TASK STATEMENT — From the data below, please reproduce exactly everything from the line that contains "ring mcp: (682, 212)" down to the line that contains "index dip: (763, 323)", with both ends included.

'''

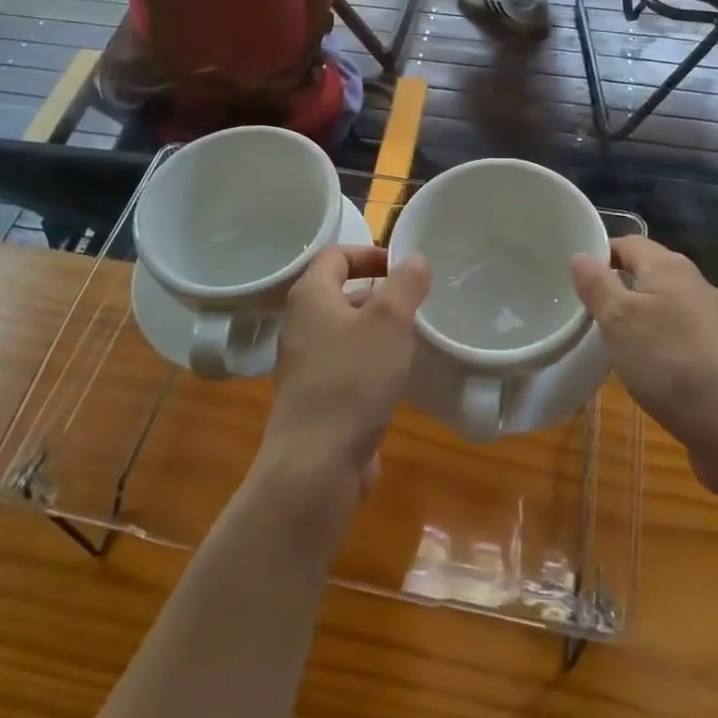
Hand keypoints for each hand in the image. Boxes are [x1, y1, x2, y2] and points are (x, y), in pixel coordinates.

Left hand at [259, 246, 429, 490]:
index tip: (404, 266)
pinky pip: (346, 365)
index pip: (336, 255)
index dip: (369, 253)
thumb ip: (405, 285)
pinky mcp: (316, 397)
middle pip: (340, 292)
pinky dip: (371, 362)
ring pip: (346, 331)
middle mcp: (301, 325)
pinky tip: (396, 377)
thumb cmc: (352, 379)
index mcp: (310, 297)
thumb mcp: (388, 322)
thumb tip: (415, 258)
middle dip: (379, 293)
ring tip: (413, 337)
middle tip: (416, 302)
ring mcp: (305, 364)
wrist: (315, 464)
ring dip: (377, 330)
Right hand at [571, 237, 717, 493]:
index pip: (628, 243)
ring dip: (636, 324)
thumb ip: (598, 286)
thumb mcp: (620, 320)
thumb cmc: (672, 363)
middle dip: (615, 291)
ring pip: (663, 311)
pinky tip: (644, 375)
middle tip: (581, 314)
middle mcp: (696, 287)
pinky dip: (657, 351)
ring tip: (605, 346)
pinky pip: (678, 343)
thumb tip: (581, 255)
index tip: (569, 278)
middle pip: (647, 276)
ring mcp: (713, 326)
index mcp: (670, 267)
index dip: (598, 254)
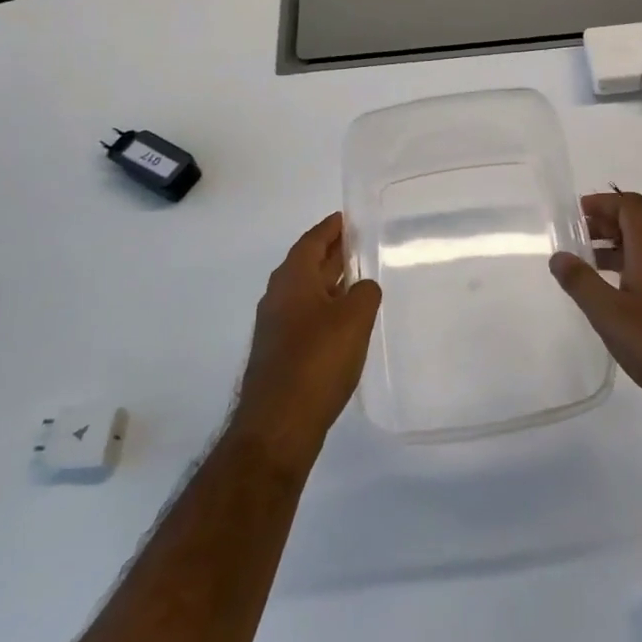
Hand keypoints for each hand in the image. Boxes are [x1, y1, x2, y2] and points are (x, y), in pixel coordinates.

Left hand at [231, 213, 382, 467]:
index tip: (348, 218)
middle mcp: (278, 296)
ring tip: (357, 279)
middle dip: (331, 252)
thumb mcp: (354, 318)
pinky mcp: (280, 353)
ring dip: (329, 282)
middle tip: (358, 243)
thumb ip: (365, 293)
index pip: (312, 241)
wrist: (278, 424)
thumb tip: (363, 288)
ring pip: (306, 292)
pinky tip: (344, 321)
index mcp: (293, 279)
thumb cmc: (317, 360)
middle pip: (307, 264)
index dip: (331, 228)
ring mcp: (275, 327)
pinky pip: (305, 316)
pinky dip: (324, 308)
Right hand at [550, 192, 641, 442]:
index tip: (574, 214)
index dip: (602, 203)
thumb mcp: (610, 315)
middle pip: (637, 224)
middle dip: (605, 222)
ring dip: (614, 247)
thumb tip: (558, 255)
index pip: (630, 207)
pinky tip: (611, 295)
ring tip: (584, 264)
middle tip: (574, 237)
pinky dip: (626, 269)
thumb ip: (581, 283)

'''
'''

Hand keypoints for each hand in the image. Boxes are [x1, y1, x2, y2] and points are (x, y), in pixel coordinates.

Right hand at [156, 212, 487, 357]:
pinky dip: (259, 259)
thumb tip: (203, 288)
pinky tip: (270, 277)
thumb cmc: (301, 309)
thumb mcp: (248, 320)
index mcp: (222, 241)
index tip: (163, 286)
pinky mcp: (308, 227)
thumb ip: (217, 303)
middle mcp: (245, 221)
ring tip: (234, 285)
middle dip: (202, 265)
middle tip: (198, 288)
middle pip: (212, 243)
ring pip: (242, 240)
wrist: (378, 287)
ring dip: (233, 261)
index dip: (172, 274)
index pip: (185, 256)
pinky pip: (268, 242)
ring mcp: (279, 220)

'''
'''

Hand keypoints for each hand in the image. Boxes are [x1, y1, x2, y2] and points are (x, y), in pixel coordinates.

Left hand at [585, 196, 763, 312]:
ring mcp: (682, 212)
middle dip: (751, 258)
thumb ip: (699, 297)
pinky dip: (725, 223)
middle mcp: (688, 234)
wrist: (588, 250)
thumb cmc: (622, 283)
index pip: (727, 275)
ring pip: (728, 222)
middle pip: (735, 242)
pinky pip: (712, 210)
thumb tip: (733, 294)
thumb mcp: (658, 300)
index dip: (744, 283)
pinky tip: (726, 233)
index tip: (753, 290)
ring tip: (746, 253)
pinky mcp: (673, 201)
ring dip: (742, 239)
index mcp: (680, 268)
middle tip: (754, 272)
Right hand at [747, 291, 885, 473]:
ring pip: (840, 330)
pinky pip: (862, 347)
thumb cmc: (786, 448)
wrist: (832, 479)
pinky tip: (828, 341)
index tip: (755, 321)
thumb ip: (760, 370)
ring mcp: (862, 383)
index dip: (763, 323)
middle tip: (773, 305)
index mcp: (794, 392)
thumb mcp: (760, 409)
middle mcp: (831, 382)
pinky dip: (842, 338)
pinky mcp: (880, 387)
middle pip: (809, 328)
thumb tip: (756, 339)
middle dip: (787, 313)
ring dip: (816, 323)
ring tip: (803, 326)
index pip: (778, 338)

'''

EXERCISE ANSWER —
ring mcp: (682, 212)
middle dip: (751, 258)
thumb ip: (699, 297)
pinky dip: (725, 223)
middle mcp: (688, 234)
wrist: (588, 250)
thumb cmc: (622, 283)
index pip: (727, 275)
ring pip: (728, 222)
middle pip: (735, 242)
pinky pip: (712, 210)
thumb tip: (733, 294)
thumb mcp: (658, 300)
index dip: (744, 283)
pinky tip: (726, 233)
index tip: (753, 290)
ring tip: (746, 253)
pinky mcp: (673, 201)
ring dip: (742, 239)
index mcp: (680, 268)
middle tip: (754, 272)
Right hand at [747, 291, 885, 473]:
ring pip: (840, 330)
pinky pip: (862, 347)
thumb cmc: (786, 448)
wrist: (832, 479)
pinky tip: (828, 341)
index tip: (755, 321)
thumb ip: (760, 370)
ring mcp: (862, 383)
index dip: (763, 323)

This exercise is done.